D/ Des continuités dans les débats
1/ Les raisons de cette continuité
On retrouve en effet des thématiques qui jalonnent
toute la période 1968-1982 et se prolongent même au-delà :
la question de la torture et le rôle de de Gaulle dans le conflit. Ces
deux points, s'ils ne sont plus véritablement polémiques,
attisent encore le débat.
a) Des thèmes cruciaux pour la mémoire
collective
Ce sont en effet les deux caractéristiques,
jugées comme principales, de la guerre d'Algérie par rapport aux
autres guerres. Etant donné que ces sujets portent à
débat, ils ont une plus grande visibilité et audience dans
l'arène publique. Ainsi, les tribunes ou les reportages qui
évoquent la guerre d'Algérie, dans la grande majorité des
cas, l'envisagent à partir d'une réflexion sur de Gaulle ou sur
les exactions commises de part et d'autre. Dès lors, ces questions
fondamentales structurent le débat sur « les
événements » et deviennent l'ossature même d'une
mémoire collective sur la guerre. L'avantage de cette focalisation sur
deux problématiques est qu'elle est plus facilement assimilable et
frappe davantage les mentalités qu'une histoire complète et
complexe. C'est pourquoi aussi, Le Monde et les médias en
général insistent sur ces questions. L'inconvénient, c'est
que l'importance de la torture ou le rôle de de Gaulle dans la
résolution ou l'amplification de la guerre est exagérée.
C'est donc une vision faussée de la guerre qui est
perpétuée. Mais une mémoire collective peut-elle
être un miroir objectif des faits ?
Ces thèmes sont d'autant plus cruciaux que c'est sur
eux que porte le principal argumentaire des différents acteurs.
L'utilisation de la torture par l'armée française légitime
la mobilisation des militants des droits de l'homme, comme le comité
Audin, mais, parallèlement, les exactions du F.L.N. permettent aux
militaires de se défendre de ce type d'accusation.
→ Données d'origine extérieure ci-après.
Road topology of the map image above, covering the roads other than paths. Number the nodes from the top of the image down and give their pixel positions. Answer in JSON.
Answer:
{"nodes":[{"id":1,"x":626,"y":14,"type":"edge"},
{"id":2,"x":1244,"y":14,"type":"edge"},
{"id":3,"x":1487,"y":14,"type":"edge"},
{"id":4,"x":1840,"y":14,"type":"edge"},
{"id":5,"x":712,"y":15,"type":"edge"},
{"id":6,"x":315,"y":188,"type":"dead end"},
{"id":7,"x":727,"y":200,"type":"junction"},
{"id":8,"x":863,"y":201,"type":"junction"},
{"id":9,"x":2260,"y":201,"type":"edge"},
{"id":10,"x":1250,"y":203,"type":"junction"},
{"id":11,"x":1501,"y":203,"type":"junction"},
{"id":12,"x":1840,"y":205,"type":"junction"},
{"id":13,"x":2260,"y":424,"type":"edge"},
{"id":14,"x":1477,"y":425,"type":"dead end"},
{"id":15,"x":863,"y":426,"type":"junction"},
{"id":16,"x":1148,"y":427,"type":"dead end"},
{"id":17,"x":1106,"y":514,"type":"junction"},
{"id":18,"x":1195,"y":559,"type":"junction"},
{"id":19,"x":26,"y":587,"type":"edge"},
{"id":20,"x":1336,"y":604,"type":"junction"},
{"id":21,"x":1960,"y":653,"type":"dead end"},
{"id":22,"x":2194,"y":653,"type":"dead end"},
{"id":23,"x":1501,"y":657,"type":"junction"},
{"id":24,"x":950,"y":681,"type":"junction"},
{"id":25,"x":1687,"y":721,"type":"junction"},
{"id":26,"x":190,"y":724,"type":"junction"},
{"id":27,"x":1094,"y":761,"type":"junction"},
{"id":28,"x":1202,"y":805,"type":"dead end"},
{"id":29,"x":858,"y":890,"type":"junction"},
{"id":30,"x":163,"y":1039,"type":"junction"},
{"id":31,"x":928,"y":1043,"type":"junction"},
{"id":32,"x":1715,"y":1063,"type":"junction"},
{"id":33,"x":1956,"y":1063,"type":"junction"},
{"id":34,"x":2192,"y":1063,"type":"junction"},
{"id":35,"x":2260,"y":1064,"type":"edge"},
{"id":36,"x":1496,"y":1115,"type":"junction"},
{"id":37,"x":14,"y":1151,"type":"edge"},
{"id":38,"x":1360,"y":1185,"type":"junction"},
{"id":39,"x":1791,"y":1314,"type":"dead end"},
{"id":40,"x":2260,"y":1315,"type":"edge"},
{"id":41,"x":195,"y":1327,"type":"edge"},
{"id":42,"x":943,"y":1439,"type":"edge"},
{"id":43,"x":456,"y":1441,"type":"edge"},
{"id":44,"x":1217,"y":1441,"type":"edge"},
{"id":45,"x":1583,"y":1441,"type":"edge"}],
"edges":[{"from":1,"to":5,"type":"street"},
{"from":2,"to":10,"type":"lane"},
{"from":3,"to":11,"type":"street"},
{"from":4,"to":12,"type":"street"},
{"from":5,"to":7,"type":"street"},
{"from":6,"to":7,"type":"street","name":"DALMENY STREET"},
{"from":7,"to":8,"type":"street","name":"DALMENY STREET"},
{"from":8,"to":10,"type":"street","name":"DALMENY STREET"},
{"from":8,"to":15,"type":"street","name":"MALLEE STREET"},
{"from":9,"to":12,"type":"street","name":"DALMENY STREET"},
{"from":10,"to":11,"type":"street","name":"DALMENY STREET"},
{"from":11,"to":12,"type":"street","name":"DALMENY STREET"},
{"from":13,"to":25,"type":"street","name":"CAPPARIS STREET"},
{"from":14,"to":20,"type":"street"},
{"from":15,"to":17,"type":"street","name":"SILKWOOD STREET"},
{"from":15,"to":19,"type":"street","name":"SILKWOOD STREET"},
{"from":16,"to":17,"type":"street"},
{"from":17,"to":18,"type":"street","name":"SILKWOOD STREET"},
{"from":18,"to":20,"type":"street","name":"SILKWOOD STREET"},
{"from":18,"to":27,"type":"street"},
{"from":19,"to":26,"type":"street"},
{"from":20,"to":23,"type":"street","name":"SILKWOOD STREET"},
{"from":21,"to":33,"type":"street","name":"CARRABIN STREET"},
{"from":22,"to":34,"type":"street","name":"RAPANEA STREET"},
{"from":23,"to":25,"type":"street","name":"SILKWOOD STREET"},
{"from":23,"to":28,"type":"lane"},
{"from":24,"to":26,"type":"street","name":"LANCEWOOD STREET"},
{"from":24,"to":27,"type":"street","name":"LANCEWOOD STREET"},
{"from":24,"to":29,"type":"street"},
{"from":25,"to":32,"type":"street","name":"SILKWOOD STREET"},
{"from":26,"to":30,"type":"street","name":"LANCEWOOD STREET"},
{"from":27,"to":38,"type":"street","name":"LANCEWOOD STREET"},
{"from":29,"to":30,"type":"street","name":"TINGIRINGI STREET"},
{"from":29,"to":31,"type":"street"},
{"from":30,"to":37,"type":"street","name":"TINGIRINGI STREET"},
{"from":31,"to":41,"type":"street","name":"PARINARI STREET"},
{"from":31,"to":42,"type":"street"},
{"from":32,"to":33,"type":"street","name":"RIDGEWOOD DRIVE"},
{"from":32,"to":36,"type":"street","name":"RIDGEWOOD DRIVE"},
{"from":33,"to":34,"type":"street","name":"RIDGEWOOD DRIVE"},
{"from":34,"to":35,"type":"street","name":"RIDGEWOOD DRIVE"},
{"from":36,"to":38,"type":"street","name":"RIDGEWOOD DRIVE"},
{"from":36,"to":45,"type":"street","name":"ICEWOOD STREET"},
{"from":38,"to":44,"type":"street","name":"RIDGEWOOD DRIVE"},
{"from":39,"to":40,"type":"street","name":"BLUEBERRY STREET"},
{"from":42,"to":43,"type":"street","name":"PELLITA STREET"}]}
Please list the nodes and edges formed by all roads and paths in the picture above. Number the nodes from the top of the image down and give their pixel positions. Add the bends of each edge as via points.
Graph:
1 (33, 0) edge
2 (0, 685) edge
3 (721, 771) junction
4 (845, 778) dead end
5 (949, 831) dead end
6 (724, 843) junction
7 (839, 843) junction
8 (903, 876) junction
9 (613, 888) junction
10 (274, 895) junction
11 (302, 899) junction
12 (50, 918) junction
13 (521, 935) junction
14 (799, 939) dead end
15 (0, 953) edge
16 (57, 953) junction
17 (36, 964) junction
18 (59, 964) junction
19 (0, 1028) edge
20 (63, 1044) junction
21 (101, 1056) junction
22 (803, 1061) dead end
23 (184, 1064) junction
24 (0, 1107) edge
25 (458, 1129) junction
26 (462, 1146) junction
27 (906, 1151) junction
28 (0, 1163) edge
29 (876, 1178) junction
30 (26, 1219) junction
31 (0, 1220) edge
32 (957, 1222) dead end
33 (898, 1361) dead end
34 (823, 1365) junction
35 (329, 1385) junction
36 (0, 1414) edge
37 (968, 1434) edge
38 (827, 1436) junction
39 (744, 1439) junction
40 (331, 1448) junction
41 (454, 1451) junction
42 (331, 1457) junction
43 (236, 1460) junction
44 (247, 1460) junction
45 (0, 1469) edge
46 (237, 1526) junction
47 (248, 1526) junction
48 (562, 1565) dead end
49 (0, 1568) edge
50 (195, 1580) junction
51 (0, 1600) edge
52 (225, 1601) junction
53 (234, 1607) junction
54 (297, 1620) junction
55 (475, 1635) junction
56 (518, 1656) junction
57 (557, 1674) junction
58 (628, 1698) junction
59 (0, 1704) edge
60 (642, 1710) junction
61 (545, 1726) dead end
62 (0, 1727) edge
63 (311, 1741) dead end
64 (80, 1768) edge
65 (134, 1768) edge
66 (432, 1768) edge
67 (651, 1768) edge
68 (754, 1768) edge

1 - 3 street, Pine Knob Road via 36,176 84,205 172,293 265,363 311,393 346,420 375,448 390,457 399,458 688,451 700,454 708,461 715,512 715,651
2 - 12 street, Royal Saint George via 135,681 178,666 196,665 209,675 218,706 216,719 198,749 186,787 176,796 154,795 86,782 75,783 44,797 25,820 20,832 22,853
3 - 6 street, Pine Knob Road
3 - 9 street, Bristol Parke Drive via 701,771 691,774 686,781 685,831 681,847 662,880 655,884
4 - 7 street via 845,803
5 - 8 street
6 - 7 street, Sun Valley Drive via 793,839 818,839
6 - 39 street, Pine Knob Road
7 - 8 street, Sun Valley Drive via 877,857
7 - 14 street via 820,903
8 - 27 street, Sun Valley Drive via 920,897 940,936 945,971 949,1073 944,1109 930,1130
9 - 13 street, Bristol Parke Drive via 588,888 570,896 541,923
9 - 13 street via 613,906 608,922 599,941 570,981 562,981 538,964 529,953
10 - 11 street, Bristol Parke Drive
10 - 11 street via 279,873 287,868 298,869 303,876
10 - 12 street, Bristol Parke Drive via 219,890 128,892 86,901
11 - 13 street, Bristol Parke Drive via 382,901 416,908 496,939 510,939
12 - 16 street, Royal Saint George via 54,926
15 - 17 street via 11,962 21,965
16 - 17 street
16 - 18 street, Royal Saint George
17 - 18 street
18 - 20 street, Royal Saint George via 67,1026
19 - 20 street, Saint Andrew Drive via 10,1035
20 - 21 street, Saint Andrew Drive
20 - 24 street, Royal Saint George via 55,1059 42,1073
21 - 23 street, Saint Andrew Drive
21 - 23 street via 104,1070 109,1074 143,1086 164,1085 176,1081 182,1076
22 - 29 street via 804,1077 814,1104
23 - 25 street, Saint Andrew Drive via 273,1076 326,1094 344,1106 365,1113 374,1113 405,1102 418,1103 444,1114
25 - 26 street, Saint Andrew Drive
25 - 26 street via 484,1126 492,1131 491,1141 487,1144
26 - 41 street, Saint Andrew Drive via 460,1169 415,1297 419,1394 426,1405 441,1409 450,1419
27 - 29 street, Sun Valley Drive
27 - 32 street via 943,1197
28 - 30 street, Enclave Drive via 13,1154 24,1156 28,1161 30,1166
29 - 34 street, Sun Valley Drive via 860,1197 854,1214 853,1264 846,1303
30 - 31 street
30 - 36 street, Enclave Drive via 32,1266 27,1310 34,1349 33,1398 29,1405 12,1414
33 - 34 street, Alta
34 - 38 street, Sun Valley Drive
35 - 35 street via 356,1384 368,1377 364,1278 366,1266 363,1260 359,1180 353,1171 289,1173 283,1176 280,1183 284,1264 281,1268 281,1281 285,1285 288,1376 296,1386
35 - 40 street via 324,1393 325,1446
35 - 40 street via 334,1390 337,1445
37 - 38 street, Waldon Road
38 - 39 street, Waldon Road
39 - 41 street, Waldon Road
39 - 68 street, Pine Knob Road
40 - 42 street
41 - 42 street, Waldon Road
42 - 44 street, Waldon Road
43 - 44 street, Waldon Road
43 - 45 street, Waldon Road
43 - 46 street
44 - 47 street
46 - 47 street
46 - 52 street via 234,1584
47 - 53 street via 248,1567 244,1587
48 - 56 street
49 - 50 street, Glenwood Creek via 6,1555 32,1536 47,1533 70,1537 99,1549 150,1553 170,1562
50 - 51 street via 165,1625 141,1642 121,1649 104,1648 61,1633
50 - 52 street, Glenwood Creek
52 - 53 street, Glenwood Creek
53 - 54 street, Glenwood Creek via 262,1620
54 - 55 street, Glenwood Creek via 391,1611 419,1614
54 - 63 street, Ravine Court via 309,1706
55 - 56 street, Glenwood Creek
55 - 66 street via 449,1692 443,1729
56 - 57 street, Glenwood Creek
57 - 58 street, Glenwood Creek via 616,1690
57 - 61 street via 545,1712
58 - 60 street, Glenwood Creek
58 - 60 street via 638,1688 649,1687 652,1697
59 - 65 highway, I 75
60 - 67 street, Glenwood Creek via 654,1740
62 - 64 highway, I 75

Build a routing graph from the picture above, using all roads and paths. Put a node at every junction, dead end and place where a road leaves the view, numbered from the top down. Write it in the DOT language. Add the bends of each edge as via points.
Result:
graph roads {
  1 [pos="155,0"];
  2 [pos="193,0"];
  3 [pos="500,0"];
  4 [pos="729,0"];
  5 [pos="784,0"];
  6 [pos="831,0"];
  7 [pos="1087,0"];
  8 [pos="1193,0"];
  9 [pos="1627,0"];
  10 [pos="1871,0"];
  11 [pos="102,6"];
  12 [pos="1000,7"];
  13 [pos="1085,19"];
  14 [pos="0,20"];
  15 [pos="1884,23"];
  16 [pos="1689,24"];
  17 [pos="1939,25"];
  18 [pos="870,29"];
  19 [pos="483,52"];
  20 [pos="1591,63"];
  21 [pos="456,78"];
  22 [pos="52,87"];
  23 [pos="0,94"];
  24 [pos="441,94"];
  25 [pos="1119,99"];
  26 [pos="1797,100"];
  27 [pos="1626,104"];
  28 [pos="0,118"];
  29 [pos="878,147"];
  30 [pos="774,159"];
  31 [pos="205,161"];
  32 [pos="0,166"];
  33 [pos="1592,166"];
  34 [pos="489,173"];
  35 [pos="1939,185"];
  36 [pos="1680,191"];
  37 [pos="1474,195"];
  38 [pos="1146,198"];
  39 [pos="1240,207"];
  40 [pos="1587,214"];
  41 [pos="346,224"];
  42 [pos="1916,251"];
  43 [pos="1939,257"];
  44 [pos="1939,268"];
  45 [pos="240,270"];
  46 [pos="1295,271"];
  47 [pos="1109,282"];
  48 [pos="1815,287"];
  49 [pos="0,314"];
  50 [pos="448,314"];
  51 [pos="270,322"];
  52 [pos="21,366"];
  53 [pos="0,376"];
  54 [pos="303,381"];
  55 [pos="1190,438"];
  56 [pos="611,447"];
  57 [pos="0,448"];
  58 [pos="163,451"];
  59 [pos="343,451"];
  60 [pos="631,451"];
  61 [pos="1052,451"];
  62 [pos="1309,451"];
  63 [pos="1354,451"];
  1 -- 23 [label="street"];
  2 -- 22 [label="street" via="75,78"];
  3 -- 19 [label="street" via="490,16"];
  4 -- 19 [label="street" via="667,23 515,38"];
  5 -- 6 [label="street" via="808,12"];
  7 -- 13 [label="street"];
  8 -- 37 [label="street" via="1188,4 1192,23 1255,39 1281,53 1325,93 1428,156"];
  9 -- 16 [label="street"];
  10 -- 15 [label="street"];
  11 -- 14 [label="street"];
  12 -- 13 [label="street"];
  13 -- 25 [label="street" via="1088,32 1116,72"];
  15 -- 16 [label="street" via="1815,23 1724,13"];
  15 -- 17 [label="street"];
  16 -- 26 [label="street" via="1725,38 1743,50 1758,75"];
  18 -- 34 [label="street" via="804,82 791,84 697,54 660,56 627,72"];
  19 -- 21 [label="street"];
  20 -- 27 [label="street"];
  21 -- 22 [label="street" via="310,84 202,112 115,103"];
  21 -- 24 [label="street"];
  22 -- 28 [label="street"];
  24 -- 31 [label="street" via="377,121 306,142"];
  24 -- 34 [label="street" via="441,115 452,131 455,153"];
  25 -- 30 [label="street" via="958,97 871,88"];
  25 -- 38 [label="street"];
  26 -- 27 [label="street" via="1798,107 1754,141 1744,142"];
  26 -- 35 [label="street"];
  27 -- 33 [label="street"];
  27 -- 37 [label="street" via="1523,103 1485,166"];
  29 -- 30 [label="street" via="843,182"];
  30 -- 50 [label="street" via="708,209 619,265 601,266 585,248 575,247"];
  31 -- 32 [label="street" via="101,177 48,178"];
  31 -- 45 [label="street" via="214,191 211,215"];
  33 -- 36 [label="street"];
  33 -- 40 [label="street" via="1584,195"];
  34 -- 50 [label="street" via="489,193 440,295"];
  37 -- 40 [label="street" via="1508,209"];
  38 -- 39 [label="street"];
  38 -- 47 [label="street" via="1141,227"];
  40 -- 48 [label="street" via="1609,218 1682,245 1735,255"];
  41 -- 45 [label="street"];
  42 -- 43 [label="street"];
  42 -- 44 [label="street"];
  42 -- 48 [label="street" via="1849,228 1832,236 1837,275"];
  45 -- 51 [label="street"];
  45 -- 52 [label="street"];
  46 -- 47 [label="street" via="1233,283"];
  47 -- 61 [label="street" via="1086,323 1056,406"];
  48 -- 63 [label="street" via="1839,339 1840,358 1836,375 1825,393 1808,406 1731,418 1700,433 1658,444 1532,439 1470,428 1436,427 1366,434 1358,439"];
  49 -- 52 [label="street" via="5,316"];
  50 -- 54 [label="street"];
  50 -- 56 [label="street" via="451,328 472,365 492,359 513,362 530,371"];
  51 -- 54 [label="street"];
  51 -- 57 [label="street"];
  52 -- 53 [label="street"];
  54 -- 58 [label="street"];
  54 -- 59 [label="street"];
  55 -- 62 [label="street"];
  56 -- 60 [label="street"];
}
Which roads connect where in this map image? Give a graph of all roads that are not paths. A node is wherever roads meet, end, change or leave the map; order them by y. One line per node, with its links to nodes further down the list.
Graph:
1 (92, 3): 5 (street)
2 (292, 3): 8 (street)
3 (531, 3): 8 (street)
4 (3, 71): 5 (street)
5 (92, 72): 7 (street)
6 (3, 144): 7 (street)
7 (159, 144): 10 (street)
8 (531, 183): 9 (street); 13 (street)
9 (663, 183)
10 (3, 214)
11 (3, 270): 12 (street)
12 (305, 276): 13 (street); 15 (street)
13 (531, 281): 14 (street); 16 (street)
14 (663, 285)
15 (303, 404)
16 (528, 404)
L'axe d'affrontement
sur ce thème est donc militaires-militants. La compromission de de
Gaulle dans le coup de force du 13 mai, les promesses qu'il aurait faites et
n'aurait pas tenues, sont les raisons qu'invoquent les activistes pour montrer
que leur combat fut celui de l'honneur. Les gaullistes, quant à eux,
dressent le portrait d'un homme audessus de la confusion, cheminant
inéluctablement vers l'indépendance et conscient du sens de
l'Histoire. L'affrontement sur cette question oppose les deux autres groupes
d'acteurs : activistes-gaullistes. Ces deux thèmes résument ainsi
les diverses querelles qui ont déchiré la nation à propos
de la guerre. Chacun des quatre groupes d'acteurs du conflit, côté
français, se
reconnaît dans une des deux thématiques.